* GOAL OF THE EXERCISE:
Leaving out all images, return the entries below exactly.

++++ WORKING DATA

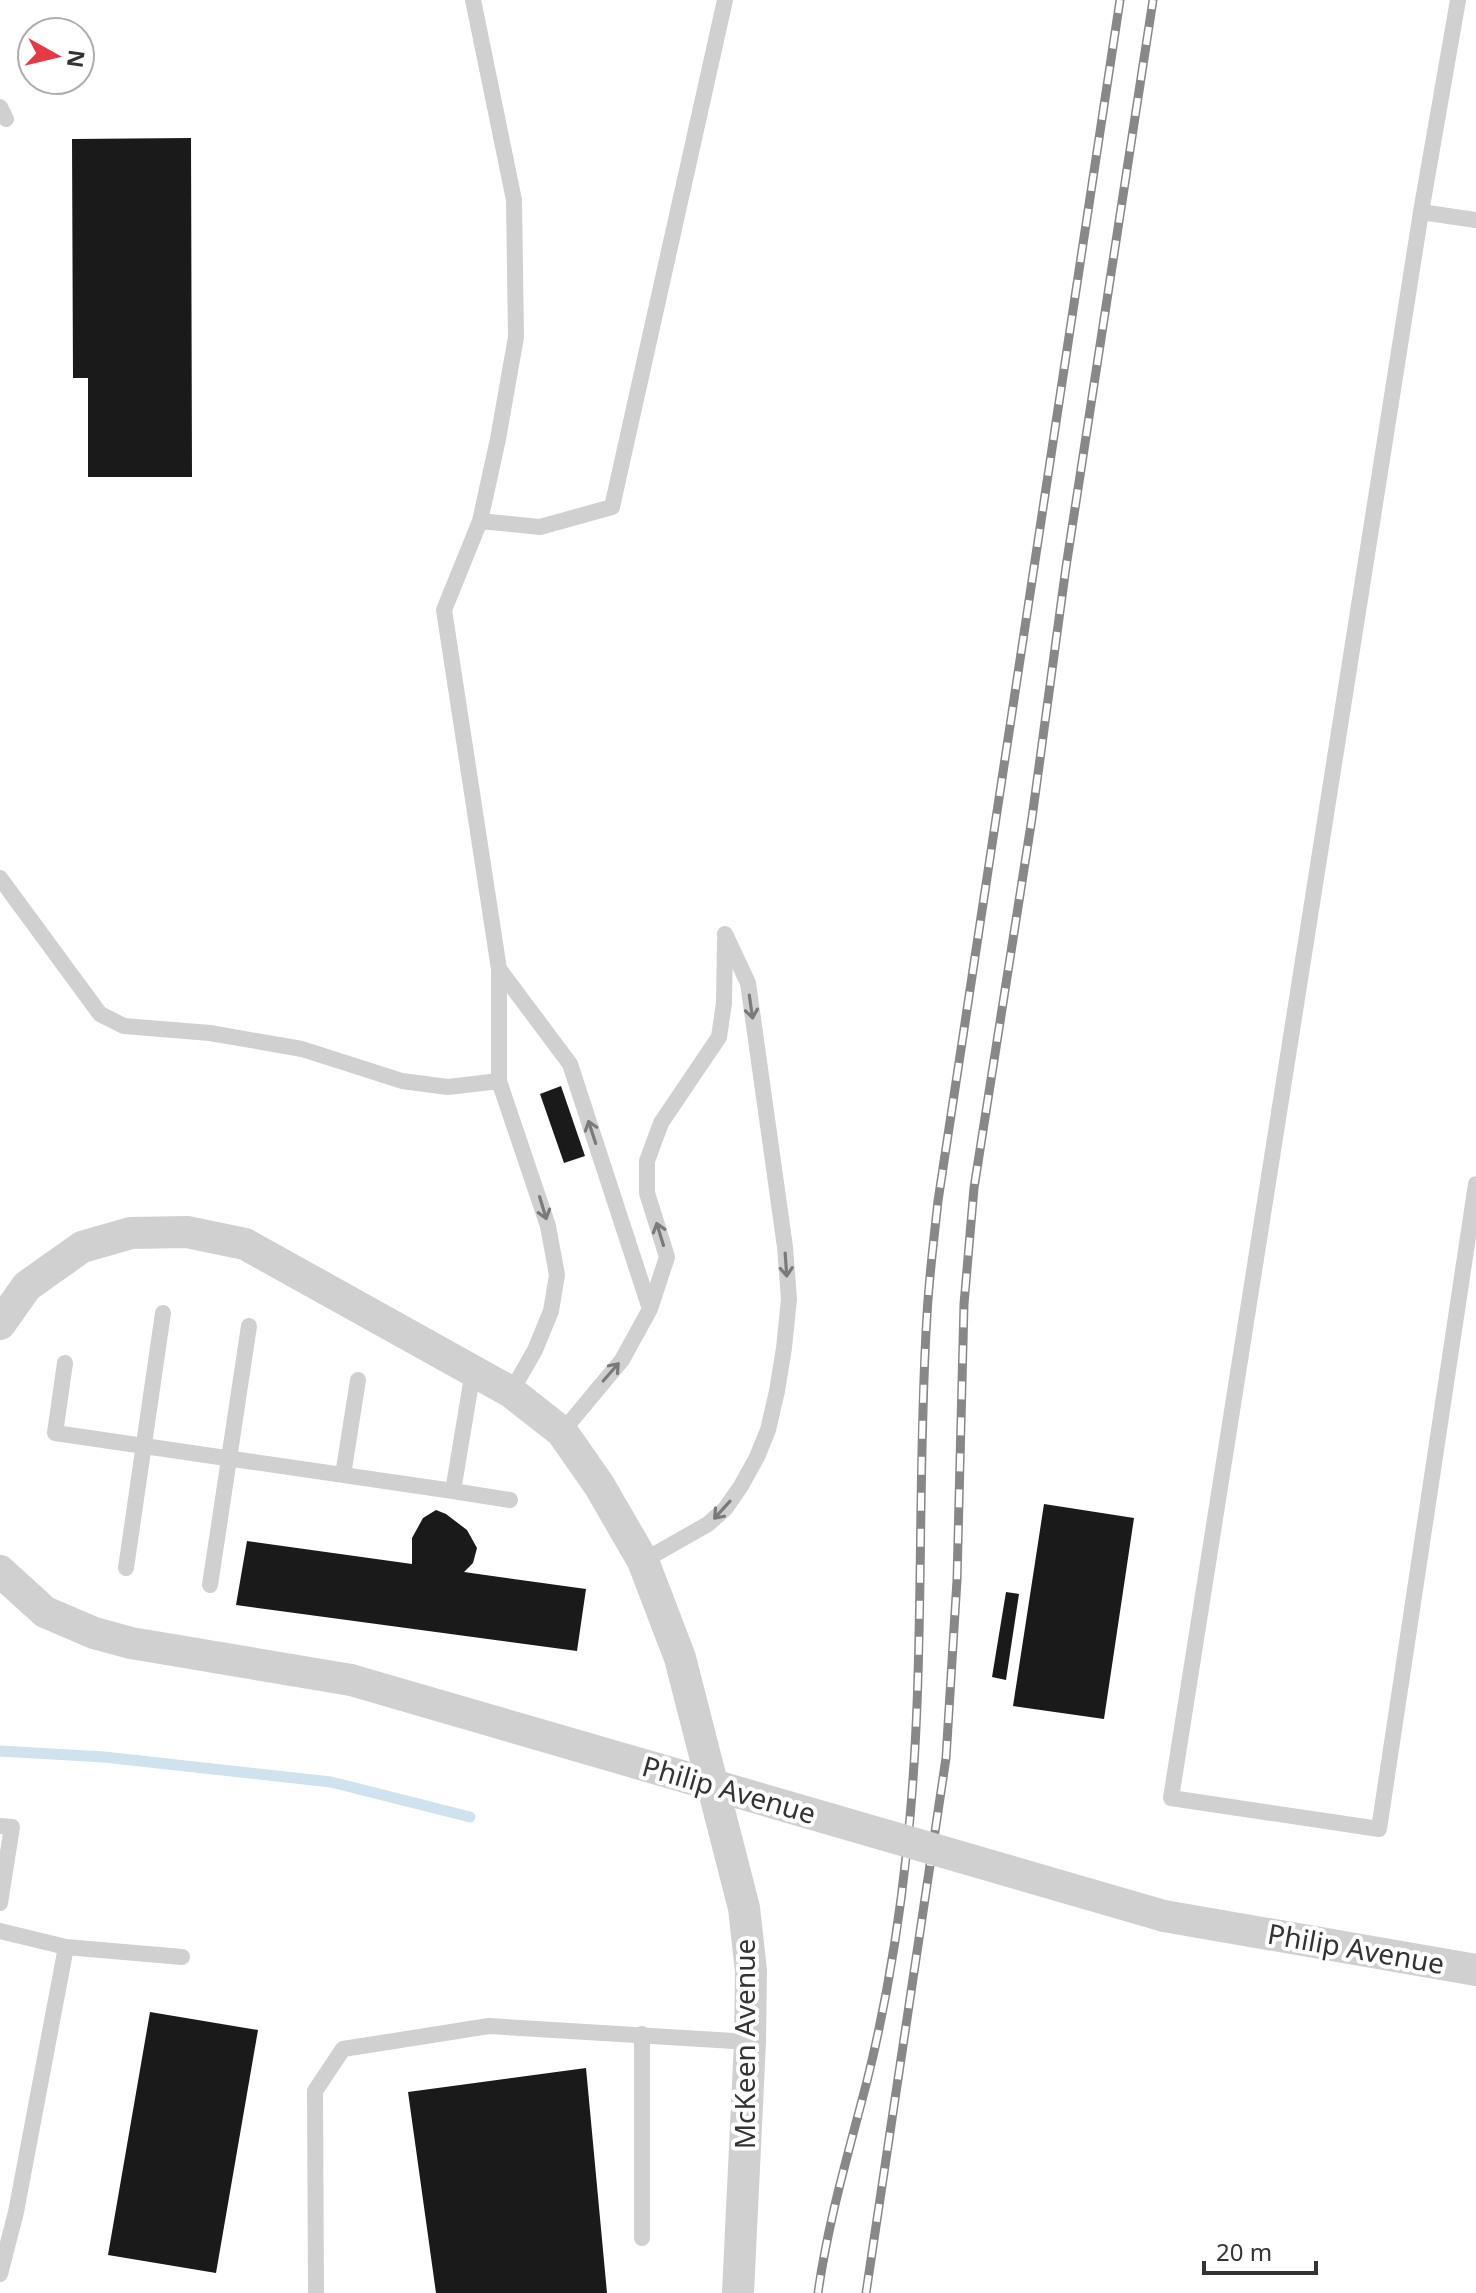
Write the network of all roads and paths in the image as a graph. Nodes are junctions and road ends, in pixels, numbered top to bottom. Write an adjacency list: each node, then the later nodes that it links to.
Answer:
1 (473, 0): 6 (lane)
2 (725, 0): 6 (lane)
3 (1458, 0): 4 (lane)
4 (1421, 212): 5 (lane); 10 (lane)
5 (1476, 220)
6 (480, 521): 8 (lane)
7 (0, 878): 9 (lane)
8 (499, 969): 9 (lane); 11 (lane, one-way to 8)
9 (499, 1081): 18 (lane, one-way to 18)
10 (1476, 1184)
11 (650, 1309): 19 (lane, one-way to 11); 25 (lane, one-way to 25)
12 (163, 1313): 20 (lane)
13 (0, 1324): 16 (street)
14 (249, 1326): 21 (lane)
15 (65, 1363): 20 (lane)
16 (473, 1371): 18 (street); 23 (lane)
17 (358, 1380): 22 (lane)
18 (511, 1392): 19 (street)
19 (562, 1432): 25 (street, McKeen Avenue)
20 (144, 1446): 21 (lane); 26 (lane)
21 (230, 1458): 22 (lane); 28 (lane)
22 (343, 1475): 23 (lane)
23 (453, 1491): 24 (lane)
24 (510, 1500)
25 (643, 1561): 36 (street, McKeen Avenue)
26 (126, 1568)
27 (0, 1571): 34 (street, Philip Avenue, bridge)
28 (210, 1585)
29 (0, 1826): 30 (lane)
30 (0, 1903)
31 (0, 1931): 32 (lane)
32 (66, 1947): 33 (lane); 37 (lane)
33 (182, 1957)
34 (1476, 1970)
35 (642, 2034): 36 (lane); 38 (lane); 40 (lane)
36 (750, 2042): 41 (street, McKeen Avenue)
37 (8, 2211): 39 (lane)
38 (642, 2238)
39 (0, 2274)
40 (316, 2293)
41 (738, 2293)

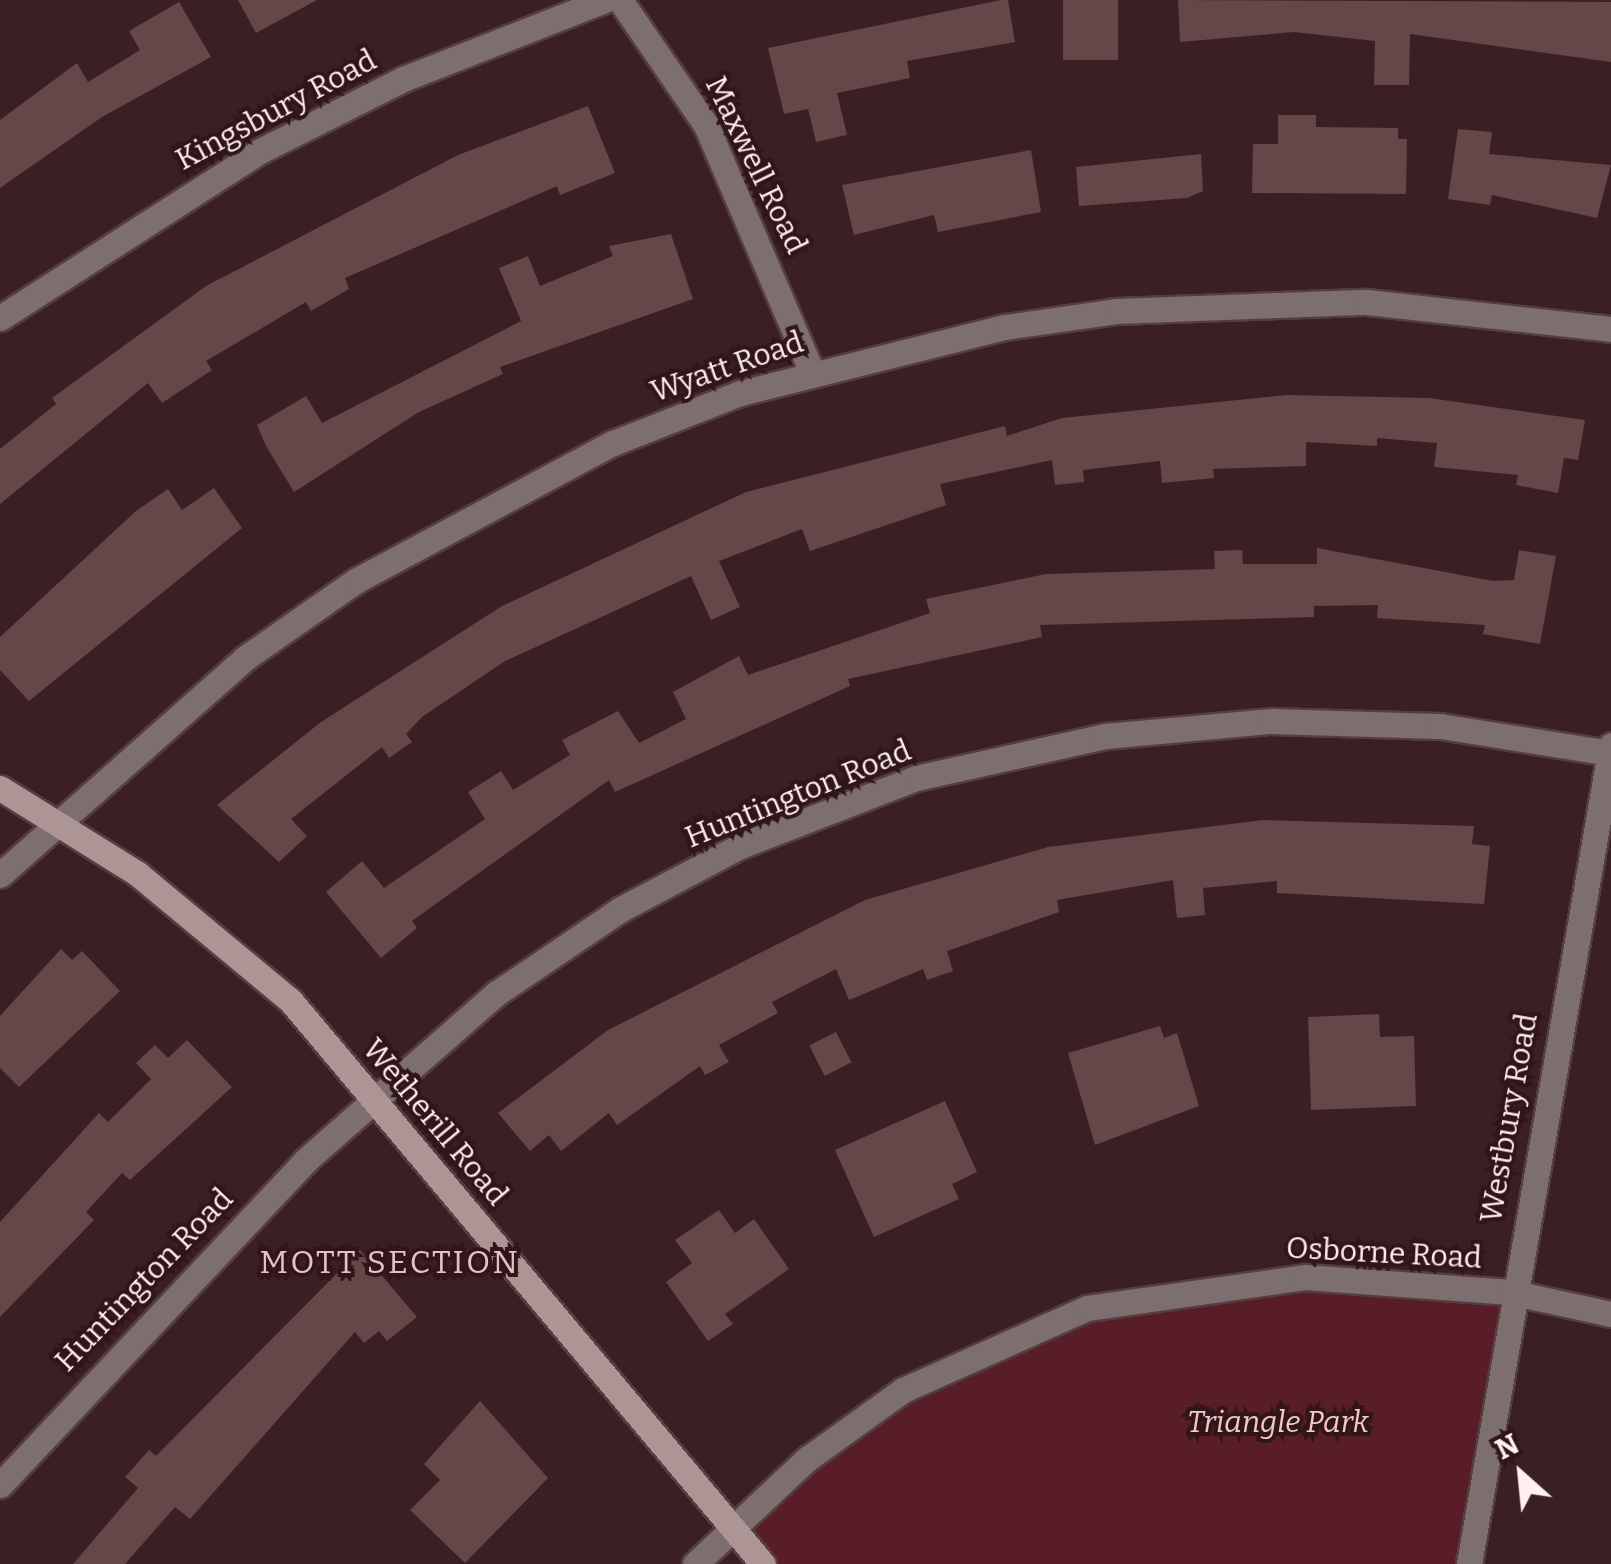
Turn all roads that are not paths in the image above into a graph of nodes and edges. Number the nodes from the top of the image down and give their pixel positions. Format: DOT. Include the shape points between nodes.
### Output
graph roads {
  1 [pos="605,0"];
  2 [pos="620,0"];
  3 [pos="0,318"];
  4 [pos="1611,329"];
  5 [pos="811,370"];
  6 [pos="1610,750"];
  7 [pos="0,788"];
  8 [pos="53,827"];
  9 [pos="0,875"];
  10 [pos="375,1100"];
  11 [pos="1510,1292"];
  12 [pos="1611,1314"];
  13 [pos="0,1485"];
  14 [pos="732,1529"];
  15 [pos="695,1564"];
  16 [pos="763,1564"];
  17 [pos="1469,1564"];
  1 -- 3 [label="street, Kingsbury Road" via="420,72 260,151"];
  2 -- 5 [label="street, Maxwell Road" via="706,125"];
  4 -- 5 [label="street, Wyatt Road" via="1454,308 1230,302 1005,326"];
  5 -- 8 [label="street, Wyatt Road" via="614,443 357,580 244,658"];
  6 -- 10 [label="street, Huntington Road" via="1440,726 1270,720 1104,736 916,778 740,846 620,909 497,993"];
  6 -- 11 [label="street, Westbury Road"];
  7 -- 8 [label="street, Wetherill Road"];
  8 -- 9 [label="street, Wyatt Road"];
  8 -- 10 [label="street, Wetherill Road" via="138,874 230,944"];
  10 -- 13 [label="street, Huntington Road" via="152,1314"];
  10 -- 14 [label="street, Wetherill Road"];
  11 -- 12 [label="street, Osborne Road"];
  11 -- 14 [label="street, Osborne Road" via="1305,1276 1088,1308 903,1390 807,1459"];
  11 -- 17 [label="street, Westbury Road"];
  14 -- 15 [label="street, Osborne Road"];
  14 -- 16 [label="street, Wetherill Road"];
}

++++++++

* RESPONSE FOR THIS EXERCISE:
Write the network of all roads and paths in the image as a graph. Nodes are junctions and road ends, in pixels, numbered top to bottom. Write an adjacency list: each node, then the later nodes that it links to.
Answer:
1 (473, 0): 6 (lane)
2 (725, 0): 6 (lane)
3 (1458, 0): 4 (lane)
4 (1421, 212): 5 (lane); 10 (lane)
5 (1476, 220)
6 (480, 521): 8 (lane)
7 (0, 878): 9 (lane)
8 (499, 969): 9 (lane); 11 (lane, one-way to 8)
9 (499, 1081): 18 (lane, one-way to 18)
10 (1476, 1184)
11 (650, 1309): 19 (lane, one-way to 11); 25 (lane, one-way to 25)
12 (163, 1313): 20 (lane)
13 (0, 1324): 16 (street)
14 (249, 1326): 21 (lane)
15 (65, 1363): 20 (lane)
16 (473, 1371): 18 (street); 23 (lane)
17 (358, 1380): 22 (lane)
18 (511, 1392): 19 (street)
19 (562, 1432): 25 (street, McKeen Avenue)
20 (144, 1446): 21 (lane); 26 (lane)
21 (230, 1458): 22 (lane); 28 (lane)
22 (343, 1475): 23 (lane)
23 (453, 1491): 24 (lane)
24 (510, 1500)
25 (643, 1561): 36 (street, McKeen Avenue)
26 (126, 1568)
27 (0, 1571): 34 (street, Philip Avenue, bridge)
28 (210, 1585)
29 (0, 1826): 30 (lane)
30 (0, 1903)
31 (0, 1931): 32 (lane)
32 (66, 1947): 33 (lane); 37 (lane)
33 (182, 1957)
34 (1476, 1970)
35 (642, 2034): 36 (lane); 38 (lane); 40 (lane)
36 (750, 2042): 41 (street, McKeen Avenue)
37 (8, 2211): 39 (lane)
38 (642, 2238)
39 (0, 2274)
40 (316, 2293)
41 (738, 2293)

Turn all roads that are not paths in the image above into a graph of nodes and edges. Number the nodes from the top of the image down and give their pixel positions. Format: DOT. Include the shape points between nodes.
### Output
graph roads {
  1 [pos="605,0"];
  2 [pos="620,0"];
  3 [pos="0,318"];
  4 [pos="1611,329"];
  5 [pos="811,370"];
  6 [pos="1610,750"];
  7 [pos="0,788"];
  8 [pos="53,827"];
  9 [pos="0,875"];
  10 [pos="375,1100"];
  11 [pos="1510,1292"];
  12 [pos="1611,1314"];
  13 [pos="0,1485"];
  14 [pos="732,1529"];
  15 [pos="695,1564"];
  16 [pos="763,1564"];
  17 [pos="1469,1564"];
  1 -- 3 [label="street, Kingsbury Road" via="420,72 260,151"];
  2 -- 5 [label="street, Maxwell Road" via="706,125"];
  4 -- 5 [label="street, Wyatt Road" via="1454,308 1230,302 1005,326"];
  5 -- 8 [label="street, Wyatt Road" via="614,443 357,580 244,658"];
  6 -- 10 [label="street, Huntington Road" via="1440,726 1270,720 1104,736 916,778 740,846 620,909 497,993"];
  6 -- 11 [label="street, Westbury Road"];
  7 -- 8 [label="street, Wetherill Road"];
  8 -- 9 [label="street, Wyatt Road"];
  8 -- 10 [label="street, Wetherill Road" via="138,874 230,944"];
  10 -- 13 [label="street, Huntington Road" via="152,1314"];
  10 -- 14 [label="street, Wetherill Road"];
  11 -- 12 [label="street, Osborne Road"];
  11 -- 14 [label="street, Osborne Road" via="1305,1276 1088,1308 903,1390 807,1459"];
  11 -- 17 [label="street, Westbury Road"];
  14 -- 15 [label="street, Osborne Road"];
  14 -- 16 [label="street, Wetherill Road"];
}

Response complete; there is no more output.